Bushfire risk exacerbated by bickering

Bushfire risk exacerbated by bickering

17 December 2013

published by www.theland.com.au


Australia — A RIFT between the Rural Fire Service and the Defence Force has placed large areas of land at high risk of fire, an inquiry has heard.
The RFS has accused the Defence Force of neglecting its responsibility to keep its training facilities bushfire-safe. However, the RFS has been accused of worrying more about writing reports and shifting blame than ensuring high-risk areas are looked after.

A Defence Force inquiry into an October 16 fire at the Marrangaroo Training Area near Lithgow has exposed confusion, buck-passing and “serious misunderstandings” between the two agencies.

The State Mine fire, which was started by a botched detonation exercise, burnt for almost a month, destroying three homes and 56,000 hectares of bushland.

On Monday, RFS Commissioner Rob Rogers told the inquiry that the Defence Force had attended just two of 16 recent joint bushfire committee meetings for Marrangaroo.

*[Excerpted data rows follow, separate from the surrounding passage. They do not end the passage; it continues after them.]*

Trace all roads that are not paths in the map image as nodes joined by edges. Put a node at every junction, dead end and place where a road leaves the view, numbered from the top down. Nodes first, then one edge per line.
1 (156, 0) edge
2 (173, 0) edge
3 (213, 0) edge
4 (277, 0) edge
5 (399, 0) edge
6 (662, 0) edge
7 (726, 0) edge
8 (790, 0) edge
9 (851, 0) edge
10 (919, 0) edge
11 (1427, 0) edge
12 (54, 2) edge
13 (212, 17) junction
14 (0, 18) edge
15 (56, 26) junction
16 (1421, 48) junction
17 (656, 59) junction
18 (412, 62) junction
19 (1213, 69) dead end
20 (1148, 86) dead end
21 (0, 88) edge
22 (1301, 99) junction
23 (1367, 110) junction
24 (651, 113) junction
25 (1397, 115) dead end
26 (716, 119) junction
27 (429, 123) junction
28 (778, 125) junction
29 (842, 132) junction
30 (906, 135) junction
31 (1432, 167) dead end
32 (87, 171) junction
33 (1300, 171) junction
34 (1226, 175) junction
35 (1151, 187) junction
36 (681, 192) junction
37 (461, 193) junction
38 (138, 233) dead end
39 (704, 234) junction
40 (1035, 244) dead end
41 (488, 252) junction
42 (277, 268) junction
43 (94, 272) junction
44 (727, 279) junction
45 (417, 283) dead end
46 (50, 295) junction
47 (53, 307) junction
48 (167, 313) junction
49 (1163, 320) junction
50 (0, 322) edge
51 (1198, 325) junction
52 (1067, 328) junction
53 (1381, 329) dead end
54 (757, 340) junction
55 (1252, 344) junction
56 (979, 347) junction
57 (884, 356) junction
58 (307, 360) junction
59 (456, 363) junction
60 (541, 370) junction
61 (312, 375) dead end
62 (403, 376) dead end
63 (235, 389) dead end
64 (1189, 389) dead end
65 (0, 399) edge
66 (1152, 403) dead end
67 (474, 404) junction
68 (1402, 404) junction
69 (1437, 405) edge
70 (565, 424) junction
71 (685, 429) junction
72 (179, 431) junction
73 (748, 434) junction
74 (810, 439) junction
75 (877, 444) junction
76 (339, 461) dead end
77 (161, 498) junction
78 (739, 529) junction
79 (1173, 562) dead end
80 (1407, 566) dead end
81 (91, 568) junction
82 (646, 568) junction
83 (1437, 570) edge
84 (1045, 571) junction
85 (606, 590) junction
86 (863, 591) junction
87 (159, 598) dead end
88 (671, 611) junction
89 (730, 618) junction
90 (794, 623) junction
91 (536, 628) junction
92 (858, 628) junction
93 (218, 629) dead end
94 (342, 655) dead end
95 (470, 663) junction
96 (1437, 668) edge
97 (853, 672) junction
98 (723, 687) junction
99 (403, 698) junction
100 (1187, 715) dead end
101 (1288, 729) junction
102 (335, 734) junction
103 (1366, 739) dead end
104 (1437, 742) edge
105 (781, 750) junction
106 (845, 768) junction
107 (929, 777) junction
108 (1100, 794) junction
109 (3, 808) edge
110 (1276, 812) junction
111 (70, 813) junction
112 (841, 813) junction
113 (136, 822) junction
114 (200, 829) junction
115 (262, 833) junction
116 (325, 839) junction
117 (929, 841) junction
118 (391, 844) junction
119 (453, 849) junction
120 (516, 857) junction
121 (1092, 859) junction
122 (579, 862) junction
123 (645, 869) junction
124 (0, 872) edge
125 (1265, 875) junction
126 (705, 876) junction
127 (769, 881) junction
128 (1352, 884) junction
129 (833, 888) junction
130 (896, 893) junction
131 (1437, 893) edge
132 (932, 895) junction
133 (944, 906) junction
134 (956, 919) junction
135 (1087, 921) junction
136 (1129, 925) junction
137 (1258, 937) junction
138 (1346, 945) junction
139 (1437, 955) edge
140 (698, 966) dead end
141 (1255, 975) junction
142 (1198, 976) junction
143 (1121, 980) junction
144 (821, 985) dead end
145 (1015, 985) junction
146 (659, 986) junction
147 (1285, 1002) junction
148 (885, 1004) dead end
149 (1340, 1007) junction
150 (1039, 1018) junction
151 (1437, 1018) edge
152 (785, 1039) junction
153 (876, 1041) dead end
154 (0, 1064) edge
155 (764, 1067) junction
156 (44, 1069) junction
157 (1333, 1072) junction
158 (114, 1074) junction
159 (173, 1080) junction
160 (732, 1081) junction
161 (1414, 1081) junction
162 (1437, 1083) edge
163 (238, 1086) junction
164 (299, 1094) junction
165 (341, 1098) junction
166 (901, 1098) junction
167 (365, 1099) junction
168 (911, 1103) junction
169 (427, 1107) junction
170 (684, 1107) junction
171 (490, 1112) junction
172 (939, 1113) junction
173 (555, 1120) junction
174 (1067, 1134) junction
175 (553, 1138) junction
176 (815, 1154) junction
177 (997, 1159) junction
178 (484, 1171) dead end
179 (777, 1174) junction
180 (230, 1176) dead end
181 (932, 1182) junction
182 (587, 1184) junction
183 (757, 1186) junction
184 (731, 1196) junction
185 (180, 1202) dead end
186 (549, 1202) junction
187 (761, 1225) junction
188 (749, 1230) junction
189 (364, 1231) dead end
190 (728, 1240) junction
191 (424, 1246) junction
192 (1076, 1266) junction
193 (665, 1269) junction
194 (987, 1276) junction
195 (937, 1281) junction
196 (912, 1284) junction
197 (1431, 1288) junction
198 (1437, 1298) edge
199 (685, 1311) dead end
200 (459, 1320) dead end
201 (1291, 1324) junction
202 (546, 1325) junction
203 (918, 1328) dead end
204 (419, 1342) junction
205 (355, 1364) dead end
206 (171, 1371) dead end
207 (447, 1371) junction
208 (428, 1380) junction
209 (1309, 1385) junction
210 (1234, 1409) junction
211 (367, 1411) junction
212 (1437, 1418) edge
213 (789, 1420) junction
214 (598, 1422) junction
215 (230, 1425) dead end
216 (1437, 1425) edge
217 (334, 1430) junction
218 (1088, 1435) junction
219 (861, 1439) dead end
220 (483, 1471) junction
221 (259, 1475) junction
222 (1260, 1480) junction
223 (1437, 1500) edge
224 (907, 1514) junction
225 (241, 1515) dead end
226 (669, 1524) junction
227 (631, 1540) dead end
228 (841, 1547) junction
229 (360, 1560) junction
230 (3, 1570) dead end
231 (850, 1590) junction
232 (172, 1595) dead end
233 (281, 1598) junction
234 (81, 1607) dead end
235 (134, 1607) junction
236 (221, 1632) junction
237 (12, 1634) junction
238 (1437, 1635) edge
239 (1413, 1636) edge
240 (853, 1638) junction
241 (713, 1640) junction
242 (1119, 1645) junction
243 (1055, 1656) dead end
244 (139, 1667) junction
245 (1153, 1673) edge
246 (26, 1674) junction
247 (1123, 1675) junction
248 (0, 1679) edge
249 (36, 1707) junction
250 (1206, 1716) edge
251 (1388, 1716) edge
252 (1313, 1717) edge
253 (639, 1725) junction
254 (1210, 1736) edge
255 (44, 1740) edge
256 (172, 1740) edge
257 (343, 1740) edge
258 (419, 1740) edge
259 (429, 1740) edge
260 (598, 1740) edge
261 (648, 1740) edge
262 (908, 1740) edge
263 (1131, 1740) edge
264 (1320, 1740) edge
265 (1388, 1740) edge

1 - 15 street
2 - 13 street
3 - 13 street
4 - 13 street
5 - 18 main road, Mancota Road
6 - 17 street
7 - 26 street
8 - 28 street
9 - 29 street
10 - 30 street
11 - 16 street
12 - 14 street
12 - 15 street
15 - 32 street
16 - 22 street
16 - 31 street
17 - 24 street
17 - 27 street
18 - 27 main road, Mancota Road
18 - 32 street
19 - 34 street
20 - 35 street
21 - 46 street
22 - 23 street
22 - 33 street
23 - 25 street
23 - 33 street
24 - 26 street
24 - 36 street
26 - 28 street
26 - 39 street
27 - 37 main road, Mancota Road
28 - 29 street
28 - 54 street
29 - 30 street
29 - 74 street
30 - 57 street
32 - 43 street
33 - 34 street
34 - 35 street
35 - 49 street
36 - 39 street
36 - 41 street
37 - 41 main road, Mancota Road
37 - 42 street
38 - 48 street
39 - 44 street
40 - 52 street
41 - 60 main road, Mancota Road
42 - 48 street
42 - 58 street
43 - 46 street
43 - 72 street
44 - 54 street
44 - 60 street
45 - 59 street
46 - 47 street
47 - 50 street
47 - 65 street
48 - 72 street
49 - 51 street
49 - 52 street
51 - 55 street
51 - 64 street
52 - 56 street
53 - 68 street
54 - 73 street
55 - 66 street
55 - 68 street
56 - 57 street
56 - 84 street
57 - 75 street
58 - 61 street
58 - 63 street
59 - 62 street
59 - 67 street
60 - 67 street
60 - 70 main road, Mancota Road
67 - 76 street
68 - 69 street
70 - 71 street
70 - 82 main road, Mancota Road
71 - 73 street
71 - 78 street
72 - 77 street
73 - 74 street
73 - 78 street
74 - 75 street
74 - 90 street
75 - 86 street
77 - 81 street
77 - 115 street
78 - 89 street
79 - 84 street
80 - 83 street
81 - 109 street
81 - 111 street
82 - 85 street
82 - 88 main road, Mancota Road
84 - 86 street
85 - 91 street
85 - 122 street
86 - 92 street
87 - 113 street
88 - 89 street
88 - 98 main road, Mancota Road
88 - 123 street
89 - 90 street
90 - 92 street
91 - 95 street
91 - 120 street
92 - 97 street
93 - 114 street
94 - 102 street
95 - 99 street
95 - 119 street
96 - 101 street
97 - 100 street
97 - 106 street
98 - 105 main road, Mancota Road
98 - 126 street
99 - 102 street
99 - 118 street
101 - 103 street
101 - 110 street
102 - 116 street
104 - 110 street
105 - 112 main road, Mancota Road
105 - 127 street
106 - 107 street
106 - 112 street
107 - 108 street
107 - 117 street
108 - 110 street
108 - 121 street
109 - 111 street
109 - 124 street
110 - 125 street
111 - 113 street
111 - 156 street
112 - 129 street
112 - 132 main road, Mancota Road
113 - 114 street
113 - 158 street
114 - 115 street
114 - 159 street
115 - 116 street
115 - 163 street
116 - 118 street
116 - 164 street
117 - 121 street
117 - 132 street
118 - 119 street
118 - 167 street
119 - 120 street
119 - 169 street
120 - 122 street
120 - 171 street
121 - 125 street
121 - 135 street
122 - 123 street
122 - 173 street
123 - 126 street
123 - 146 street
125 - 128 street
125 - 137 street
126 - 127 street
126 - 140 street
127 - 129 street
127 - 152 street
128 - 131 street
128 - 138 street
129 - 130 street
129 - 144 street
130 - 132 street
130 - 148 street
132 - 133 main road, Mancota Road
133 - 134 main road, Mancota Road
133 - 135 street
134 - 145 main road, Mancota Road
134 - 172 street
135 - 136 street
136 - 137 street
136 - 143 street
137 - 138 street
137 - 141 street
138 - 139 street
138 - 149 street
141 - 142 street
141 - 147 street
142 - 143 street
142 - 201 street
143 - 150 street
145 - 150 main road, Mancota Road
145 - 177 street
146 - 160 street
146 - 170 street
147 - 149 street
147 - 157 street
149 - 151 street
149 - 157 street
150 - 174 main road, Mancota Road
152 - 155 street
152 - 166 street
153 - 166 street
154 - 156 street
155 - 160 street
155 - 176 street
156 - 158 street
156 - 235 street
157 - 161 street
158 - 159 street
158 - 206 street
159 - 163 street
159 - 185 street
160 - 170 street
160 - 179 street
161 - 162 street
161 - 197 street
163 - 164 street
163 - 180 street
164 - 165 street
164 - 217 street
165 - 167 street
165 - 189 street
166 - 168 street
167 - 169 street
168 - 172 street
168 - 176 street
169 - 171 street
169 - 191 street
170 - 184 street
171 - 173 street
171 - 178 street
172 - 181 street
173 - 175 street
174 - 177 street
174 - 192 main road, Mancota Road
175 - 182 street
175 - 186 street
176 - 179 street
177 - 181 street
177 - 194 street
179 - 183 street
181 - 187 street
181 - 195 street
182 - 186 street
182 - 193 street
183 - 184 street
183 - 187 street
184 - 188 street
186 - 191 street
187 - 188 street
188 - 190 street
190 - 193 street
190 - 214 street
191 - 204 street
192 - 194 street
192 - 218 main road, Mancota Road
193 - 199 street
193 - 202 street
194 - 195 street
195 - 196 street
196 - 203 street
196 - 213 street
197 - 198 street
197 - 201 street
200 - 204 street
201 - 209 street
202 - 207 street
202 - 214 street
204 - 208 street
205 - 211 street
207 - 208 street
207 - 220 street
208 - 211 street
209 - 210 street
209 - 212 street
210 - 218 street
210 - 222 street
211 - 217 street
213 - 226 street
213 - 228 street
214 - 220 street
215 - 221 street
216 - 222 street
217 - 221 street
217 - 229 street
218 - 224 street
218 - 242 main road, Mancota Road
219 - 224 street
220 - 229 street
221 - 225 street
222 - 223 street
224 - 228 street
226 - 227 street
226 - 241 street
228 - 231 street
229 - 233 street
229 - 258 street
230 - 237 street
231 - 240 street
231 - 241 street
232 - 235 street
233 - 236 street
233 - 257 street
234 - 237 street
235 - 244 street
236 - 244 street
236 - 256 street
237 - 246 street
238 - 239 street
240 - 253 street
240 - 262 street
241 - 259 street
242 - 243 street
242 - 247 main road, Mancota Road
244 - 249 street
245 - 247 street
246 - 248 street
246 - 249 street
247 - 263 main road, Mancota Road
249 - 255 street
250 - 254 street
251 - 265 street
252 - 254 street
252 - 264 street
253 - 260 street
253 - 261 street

He said the RFS oversaw 22 million hectares of land in NSW and it was up to the primary land owner to ensure their land was bushfire-safe and to request assistance from the RFS if needed.

“There ought to be some better relations and, if I may say so, some better attendance from Defence [at bushfire management meetings],” Commissioner Rogers said, adding that the RFS found bushfire preparation on all Commonwealth land “generally problematic”.

However, Lithgow RFS Superintendent Greg Wardle admitted he knew Marrangaroo was prone to fire, had a vastly inadequate fire-fighting capacity and hadn’t been backburned for almost two decades but he did not think it was the RFS’s job to do anything about it.

A 2011 site assessment by environmental consultancy firm GHD, commissioned by the Defence Force, said the RFS was the primary responder to a fire.

However, Superintendent Wardle said he didn’t sign off on the report and considered the Defence Force to be the first responder.

The Defence Force’s first and only line of response was an “inadequate” Stryker Unit ute with a 500-litre tank and a hose that couldn’t reach the fire.

Two Defence Force sergeants tried to put the fire out with shovels and were almost hit by shrapnel from exploding bombs.

By the time the RFS was called, the fire was out of control and hidden explosives were going off throughout the area.

Plans to conduct hazard reduction burns had either been ignored or never agreed upon. A memorandum of understanding between the two parties was never signed.

The RFS did not have permission to go on site for fire preparation because of unexploded bombs.

In October, the Defence Force apologised for starting the fire during a training exercise.